§ RECORDS FOR THIS TASK:
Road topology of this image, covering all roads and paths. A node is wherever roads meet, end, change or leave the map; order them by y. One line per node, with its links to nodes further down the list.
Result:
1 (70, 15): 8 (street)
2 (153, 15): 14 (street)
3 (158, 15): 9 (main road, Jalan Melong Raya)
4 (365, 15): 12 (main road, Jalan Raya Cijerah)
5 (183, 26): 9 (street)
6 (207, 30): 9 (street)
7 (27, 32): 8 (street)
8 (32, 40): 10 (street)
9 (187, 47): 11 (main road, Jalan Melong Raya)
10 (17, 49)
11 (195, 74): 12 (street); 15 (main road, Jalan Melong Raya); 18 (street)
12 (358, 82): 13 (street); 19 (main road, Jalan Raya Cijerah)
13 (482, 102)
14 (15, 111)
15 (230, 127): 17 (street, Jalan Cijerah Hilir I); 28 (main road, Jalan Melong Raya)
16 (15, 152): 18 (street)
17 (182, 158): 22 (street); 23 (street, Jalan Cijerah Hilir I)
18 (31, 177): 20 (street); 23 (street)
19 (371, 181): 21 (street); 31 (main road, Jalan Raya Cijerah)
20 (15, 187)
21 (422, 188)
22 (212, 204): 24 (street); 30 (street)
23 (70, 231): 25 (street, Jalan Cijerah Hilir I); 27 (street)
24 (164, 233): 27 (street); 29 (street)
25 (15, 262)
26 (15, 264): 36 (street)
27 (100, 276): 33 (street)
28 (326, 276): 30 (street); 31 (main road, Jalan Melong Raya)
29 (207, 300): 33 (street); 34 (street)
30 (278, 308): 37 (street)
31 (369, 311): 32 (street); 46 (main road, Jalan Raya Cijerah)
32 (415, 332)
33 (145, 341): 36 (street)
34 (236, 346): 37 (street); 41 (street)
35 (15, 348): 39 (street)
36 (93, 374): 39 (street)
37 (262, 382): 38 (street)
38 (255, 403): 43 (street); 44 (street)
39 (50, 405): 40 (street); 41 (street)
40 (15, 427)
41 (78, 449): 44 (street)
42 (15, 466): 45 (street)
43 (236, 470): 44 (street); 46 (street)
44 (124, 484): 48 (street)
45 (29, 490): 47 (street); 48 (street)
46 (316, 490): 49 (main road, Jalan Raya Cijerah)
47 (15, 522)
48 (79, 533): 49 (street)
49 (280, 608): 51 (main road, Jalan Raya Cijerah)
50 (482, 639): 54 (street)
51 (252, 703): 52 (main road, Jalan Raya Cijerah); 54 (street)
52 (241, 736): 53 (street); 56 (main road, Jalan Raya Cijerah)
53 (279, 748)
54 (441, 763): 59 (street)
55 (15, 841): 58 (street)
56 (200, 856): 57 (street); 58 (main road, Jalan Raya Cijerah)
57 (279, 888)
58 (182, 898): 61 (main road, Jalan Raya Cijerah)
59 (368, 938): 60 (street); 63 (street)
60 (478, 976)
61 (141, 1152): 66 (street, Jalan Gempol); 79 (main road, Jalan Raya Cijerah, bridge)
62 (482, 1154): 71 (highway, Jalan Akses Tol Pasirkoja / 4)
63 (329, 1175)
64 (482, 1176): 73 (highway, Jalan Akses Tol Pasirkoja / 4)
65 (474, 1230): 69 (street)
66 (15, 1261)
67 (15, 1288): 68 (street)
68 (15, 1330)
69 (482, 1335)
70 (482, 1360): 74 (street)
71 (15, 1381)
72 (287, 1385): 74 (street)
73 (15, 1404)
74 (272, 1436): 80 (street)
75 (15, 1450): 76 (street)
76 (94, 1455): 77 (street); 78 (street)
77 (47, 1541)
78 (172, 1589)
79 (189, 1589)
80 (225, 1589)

§ GOAL OF THE EXERCISE: Each line above that has the word "Hilir" should be copied.

§ EXERCISE OUTPUT:
15 (230, 127): 17 (street, Jalan Cijerah Hilir I); 28 (main road, Jalan Melong Raya)
17 (182, 158): 22 (street); 23 (street, Jalan Cijerah Hilir I)
23 (70, 231): 25 (street, Jalan Cijerah Hilir I); 27 (street)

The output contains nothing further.